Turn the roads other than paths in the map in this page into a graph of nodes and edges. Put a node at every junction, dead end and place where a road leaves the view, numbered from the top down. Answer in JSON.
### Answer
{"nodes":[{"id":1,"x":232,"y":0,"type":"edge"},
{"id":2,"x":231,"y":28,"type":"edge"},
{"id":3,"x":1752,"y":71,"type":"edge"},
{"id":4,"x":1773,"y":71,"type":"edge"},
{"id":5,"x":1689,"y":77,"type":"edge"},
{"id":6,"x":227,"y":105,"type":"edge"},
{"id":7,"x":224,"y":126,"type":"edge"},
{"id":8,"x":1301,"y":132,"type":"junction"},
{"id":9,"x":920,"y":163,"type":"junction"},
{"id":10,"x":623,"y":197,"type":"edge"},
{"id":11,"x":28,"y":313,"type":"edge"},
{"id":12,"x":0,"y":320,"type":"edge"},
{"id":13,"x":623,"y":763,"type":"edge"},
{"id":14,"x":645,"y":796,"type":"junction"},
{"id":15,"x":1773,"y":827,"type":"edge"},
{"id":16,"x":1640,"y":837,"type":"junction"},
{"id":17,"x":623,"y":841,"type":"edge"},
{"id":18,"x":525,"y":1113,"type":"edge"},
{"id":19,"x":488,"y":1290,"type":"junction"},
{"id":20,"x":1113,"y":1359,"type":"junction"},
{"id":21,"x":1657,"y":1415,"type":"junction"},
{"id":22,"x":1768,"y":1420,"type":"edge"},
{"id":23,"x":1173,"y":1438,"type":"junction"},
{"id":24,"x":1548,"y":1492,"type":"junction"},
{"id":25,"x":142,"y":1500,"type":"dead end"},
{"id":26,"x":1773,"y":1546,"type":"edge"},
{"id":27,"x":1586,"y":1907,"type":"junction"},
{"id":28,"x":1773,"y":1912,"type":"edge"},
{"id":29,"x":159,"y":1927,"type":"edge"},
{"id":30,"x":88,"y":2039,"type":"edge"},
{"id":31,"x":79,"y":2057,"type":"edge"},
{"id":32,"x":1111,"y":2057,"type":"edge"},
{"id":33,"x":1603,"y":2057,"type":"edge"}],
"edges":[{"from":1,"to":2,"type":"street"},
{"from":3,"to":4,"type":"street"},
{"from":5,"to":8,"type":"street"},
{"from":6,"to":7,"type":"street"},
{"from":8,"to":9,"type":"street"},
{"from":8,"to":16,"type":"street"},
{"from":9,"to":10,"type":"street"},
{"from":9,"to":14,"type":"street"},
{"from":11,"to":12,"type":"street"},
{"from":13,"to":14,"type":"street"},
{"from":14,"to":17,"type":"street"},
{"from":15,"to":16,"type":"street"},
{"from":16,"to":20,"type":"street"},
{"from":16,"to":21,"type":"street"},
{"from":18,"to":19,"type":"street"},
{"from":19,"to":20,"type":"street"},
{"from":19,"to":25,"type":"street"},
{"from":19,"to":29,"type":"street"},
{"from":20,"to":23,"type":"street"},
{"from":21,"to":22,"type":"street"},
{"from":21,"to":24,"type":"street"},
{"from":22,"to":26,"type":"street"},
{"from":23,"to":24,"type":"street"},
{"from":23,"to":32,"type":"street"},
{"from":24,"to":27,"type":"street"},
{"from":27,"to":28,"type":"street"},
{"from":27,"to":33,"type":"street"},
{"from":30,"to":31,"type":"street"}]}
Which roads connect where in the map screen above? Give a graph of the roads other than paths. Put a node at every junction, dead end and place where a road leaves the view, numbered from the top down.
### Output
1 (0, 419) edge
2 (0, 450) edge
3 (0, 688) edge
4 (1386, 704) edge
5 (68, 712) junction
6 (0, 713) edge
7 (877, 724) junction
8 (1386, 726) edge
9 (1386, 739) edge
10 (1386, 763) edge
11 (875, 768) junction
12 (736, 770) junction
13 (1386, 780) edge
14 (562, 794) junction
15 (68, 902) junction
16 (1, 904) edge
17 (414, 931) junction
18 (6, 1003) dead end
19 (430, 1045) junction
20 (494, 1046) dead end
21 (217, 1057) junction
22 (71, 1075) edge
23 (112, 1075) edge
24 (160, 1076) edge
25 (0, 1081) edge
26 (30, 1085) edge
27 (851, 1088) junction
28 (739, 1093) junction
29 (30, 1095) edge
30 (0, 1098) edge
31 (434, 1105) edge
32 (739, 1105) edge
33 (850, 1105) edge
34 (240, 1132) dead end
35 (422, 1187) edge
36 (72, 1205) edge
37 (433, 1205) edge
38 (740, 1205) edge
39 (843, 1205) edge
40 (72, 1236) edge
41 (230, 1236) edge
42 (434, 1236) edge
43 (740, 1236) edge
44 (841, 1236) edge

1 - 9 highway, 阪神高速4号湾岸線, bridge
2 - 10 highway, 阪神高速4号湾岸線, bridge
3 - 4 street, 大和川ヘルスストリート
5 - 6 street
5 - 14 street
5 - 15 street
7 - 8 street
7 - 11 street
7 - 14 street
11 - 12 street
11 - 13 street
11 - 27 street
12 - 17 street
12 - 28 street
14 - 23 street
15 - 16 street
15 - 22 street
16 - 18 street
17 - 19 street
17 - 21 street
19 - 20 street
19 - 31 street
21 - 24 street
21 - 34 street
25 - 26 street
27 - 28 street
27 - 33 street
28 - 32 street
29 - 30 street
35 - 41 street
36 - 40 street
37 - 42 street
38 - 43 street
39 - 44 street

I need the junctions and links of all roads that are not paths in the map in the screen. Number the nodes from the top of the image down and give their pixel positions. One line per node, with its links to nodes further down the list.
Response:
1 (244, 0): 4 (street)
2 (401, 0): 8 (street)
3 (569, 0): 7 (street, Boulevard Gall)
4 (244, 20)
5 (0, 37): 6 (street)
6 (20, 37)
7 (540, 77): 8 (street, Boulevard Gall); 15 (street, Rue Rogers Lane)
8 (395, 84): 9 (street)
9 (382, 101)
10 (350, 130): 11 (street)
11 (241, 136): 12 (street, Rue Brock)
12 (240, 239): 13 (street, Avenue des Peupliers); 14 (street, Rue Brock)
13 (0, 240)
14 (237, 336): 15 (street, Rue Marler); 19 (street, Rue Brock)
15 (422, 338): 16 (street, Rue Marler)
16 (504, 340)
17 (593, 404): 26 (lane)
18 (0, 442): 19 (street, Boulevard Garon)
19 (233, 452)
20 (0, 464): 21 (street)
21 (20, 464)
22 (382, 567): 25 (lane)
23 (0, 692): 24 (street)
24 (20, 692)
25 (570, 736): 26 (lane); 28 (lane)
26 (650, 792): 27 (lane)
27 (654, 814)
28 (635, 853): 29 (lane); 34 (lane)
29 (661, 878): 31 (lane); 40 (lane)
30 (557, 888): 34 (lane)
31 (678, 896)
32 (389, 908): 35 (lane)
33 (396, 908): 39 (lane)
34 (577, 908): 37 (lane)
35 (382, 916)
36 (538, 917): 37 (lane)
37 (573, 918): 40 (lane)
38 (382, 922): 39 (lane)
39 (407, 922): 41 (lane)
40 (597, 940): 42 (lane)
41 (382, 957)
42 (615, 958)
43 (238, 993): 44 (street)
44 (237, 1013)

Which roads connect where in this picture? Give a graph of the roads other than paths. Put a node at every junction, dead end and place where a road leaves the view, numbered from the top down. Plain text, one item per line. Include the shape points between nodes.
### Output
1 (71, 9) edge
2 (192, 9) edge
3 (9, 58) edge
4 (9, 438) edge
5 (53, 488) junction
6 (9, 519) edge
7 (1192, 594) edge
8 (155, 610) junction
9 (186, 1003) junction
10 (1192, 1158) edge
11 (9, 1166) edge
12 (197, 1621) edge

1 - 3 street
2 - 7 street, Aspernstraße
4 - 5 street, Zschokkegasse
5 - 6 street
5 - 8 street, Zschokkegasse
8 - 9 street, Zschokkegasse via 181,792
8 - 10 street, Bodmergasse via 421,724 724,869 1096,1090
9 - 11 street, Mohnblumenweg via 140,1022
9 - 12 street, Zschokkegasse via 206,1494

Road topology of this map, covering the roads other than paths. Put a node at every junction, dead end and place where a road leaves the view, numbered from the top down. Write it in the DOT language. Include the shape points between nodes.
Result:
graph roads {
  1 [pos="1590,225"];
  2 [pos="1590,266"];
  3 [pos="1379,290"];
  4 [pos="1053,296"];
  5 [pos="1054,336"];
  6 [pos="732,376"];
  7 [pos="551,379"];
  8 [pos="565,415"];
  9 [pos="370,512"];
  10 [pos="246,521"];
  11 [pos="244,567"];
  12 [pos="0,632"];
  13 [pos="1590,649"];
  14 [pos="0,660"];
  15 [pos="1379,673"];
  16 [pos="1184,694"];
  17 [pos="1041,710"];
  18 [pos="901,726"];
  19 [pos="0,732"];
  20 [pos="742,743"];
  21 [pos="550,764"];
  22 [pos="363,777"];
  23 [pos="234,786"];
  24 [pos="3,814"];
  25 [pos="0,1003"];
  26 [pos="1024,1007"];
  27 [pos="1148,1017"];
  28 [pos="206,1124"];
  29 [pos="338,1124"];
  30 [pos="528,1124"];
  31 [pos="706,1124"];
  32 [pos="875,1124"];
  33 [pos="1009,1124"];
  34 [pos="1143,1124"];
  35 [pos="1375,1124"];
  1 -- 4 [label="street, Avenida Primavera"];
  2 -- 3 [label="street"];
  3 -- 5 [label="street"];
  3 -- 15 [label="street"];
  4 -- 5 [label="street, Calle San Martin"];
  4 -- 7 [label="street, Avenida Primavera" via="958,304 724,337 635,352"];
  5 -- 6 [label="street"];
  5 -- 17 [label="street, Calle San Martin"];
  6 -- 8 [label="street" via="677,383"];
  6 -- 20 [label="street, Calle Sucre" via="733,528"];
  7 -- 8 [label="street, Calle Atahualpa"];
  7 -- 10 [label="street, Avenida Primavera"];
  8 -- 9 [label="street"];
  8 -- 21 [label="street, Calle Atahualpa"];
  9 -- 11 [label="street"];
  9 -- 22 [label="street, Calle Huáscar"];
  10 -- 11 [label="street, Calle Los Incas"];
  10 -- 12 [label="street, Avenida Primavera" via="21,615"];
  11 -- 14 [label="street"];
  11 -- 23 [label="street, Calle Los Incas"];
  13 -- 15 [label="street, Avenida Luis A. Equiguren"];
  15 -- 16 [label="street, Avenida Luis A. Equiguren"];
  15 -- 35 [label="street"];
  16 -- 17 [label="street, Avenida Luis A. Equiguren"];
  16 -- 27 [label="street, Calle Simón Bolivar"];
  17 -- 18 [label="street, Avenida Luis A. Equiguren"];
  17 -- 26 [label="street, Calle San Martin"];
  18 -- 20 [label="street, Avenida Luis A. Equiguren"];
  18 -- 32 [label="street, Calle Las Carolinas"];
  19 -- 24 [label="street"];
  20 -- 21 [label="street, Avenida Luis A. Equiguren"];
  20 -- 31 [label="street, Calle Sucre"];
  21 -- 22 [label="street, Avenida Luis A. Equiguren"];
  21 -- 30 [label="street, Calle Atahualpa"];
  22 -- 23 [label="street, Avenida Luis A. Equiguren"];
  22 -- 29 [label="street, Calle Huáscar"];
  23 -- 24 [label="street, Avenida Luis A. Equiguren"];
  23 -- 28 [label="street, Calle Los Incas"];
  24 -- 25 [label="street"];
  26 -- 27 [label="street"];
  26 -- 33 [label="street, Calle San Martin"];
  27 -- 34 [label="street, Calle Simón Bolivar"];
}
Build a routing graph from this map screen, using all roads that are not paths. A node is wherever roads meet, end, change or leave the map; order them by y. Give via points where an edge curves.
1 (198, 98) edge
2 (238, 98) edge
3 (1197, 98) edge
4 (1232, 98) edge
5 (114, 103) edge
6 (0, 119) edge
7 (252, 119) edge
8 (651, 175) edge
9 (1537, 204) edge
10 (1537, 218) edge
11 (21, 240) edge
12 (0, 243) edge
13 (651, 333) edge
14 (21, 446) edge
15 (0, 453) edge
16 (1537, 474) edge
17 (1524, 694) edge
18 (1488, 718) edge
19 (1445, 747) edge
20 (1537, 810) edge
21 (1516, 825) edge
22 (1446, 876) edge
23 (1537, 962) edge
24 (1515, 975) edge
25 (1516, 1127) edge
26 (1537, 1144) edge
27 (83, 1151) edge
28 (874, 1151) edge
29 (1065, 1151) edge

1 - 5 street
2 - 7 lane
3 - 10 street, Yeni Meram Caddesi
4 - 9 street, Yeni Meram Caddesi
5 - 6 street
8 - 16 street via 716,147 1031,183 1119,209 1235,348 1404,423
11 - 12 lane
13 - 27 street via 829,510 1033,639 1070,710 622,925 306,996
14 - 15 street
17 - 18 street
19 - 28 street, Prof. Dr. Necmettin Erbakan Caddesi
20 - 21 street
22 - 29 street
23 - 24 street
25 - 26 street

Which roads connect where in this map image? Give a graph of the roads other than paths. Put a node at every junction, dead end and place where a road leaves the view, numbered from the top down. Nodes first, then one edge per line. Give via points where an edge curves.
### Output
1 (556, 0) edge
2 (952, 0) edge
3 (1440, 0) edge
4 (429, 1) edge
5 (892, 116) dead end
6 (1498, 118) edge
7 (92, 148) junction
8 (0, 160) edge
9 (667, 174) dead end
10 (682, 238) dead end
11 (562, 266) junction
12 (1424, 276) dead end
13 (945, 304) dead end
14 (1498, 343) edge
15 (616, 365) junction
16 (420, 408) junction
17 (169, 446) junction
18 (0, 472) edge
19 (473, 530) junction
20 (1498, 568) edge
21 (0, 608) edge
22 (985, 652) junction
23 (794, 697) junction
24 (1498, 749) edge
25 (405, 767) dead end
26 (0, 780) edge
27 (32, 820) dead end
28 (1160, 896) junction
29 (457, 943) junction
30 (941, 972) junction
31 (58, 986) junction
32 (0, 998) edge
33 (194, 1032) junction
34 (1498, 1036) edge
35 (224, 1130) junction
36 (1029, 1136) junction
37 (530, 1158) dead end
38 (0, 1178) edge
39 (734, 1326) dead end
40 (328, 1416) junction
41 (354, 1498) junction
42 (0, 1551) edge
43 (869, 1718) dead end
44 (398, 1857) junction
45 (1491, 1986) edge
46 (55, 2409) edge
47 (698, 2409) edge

============================================================

- [Exercise prompt] Determine the number of lines in the listing that contain the string "Primavera". Write that number and nothing else.

- [Response for this exercise] 4